Task description:
Scan the records for the string "junctions"; copy each line where it occurs.

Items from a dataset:
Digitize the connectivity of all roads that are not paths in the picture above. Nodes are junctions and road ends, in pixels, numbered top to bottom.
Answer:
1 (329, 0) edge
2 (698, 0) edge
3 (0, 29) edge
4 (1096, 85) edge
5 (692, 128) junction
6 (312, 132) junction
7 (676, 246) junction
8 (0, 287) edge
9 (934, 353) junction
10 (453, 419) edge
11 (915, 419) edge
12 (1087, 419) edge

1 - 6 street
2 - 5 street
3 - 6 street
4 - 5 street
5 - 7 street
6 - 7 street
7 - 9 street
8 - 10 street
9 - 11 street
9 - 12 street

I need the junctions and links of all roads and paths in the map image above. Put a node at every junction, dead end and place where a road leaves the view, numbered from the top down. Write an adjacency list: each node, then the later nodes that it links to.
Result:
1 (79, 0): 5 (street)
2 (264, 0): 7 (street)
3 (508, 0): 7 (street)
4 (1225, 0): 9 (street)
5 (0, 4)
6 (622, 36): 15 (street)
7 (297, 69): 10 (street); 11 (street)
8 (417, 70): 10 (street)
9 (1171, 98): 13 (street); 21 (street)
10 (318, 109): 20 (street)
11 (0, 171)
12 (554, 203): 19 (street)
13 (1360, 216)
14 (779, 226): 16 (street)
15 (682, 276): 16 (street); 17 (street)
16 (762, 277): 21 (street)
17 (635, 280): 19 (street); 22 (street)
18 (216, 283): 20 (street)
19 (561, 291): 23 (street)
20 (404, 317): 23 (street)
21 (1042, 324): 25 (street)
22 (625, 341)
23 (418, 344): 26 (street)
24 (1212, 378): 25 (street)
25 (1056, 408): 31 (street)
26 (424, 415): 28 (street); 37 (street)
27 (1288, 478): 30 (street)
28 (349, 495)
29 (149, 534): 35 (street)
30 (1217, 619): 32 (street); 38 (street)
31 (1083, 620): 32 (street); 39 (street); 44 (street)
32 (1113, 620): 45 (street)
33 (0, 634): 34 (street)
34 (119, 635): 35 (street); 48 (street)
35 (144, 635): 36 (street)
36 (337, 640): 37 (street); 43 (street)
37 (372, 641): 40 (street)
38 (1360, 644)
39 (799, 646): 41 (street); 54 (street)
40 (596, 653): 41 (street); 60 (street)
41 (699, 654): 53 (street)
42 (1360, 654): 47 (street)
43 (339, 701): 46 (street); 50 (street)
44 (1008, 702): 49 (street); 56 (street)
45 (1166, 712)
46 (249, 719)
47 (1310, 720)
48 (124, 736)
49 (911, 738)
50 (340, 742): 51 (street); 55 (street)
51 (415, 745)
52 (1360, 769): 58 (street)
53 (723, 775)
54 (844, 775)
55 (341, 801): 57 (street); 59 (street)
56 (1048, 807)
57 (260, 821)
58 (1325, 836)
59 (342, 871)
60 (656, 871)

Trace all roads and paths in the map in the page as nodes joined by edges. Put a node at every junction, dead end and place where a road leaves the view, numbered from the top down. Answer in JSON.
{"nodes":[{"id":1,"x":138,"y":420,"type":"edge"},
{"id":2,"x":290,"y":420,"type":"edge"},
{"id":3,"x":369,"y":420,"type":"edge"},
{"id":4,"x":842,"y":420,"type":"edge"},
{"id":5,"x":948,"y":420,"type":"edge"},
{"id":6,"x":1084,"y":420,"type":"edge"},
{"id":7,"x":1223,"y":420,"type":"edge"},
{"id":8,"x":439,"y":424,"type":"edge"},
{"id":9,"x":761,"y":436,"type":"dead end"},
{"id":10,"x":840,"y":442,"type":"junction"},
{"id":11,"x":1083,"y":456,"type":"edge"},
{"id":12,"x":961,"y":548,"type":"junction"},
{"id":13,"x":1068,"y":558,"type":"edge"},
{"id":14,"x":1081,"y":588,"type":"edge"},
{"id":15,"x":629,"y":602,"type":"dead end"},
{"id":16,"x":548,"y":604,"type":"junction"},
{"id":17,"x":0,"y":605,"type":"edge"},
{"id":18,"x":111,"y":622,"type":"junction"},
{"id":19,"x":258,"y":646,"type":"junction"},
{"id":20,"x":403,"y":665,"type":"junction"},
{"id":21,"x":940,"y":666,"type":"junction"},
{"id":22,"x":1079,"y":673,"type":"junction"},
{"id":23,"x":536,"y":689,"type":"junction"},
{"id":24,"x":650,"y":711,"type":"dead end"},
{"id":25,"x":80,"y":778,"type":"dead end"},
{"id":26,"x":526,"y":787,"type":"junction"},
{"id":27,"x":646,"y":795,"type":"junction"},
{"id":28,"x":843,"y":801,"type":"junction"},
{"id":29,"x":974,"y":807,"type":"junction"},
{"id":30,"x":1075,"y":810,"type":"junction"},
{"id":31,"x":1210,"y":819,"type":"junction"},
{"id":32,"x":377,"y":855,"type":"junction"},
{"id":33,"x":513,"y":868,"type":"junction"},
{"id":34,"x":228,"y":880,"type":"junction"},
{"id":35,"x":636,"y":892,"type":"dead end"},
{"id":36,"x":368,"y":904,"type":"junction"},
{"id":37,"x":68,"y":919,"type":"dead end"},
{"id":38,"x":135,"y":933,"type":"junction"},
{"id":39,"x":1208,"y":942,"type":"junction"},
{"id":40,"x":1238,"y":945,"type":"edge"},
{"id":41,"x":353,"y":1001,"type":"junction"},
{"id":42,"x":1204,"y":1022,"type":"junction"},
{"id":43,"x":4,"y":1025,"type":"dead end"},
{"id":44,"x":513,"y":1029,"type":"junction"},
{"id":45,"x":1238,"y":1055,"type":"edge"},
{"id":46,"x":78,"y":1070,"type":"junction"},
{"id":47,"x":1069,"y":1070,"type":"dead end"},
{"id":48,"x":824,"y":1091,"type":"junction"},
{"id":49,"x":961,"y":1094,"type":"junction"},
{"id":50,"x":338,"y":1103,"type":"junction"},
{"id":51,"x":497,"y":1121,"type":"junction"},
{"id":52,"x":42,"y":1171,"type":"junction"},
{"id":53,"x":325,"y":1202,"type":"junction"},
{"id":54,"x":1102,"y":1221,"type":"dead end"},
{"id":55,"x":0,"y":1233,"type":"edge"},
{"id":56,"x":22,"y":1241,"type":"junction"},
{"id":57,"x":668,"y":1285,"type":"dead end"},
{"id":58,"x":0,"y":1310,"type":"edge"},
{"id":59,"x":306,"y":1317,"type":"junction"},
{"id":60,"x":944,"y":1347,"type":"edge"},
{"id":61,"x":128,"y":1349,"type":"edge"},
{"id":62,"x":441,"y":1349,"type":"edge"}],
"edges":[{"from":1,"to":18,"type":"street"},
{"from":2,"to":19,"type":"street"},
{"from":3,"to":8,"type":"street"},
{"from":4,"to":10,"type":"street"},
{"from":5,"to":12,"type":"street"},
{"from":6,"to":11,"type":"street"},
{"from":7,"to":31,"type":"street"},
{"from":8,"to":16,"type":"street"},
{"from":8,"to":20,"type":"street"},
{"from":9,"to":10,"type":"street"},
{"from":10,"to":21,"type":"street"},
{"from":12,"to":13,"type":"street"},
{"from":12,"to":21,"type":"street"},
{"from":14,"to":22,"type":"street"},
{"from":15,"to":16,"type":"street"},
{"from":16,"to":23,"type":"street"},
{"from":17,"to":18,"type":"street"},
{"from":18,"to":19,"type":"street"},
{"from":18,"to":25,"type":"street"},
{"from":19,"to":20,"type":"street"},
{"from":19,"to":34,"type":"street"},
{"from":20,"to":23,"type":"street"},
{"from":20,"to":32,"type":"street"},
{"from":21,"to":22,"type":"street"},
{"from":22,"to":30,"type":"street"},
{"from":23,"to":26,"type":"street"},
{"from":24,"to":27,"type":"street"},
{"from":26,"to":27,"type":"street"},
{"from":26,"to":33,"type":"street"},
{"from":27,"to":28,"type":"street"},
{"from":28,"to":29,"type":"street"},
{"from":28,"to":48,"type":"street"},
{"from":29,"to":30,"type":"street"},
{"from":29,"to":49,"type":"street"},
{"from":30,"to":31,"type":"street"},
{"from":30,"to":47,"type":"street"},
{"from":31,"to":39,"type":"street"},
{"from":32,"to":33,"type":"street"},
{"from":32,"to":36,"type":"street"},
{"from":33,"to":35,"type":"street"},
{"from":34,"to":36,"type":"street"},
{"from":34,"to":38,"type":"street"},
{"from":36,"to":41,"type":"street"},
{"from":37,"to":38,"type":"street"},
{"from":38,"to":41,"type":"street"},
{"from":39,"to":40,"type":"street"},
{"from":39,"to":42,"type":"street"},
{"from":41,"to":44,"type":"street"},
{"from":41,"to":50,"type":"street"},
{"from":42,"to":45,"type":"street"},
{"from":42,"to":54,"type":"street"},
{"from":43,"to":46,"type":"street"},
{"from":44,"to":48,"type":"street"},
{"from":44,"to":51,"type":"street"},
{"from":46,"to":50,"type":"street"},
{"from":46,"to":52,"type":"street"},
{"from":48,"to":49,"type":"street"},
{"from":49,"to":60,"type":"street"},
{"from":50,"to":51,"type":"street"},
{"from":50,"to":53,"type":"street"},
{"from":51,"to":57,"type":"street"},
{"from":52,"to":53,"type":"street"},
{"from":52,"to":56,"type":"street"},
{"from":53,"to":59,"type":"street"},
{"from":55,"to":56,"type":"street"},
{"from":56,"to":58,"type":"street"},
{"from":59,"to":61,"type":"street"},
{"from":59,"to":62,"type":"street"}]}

Answer section:
Digitize the connectivity of all roads that are not paths in the picture above. Nodes are junctions and road ends, in pixels, numbered top to bottom.
I need the junctions and links of all roads and paths in the map image above. Put a node at every junction, dead end and place where a road leaves the view, numbered from the top down. Write an adjacency list: each node, then the later nodes that it links to.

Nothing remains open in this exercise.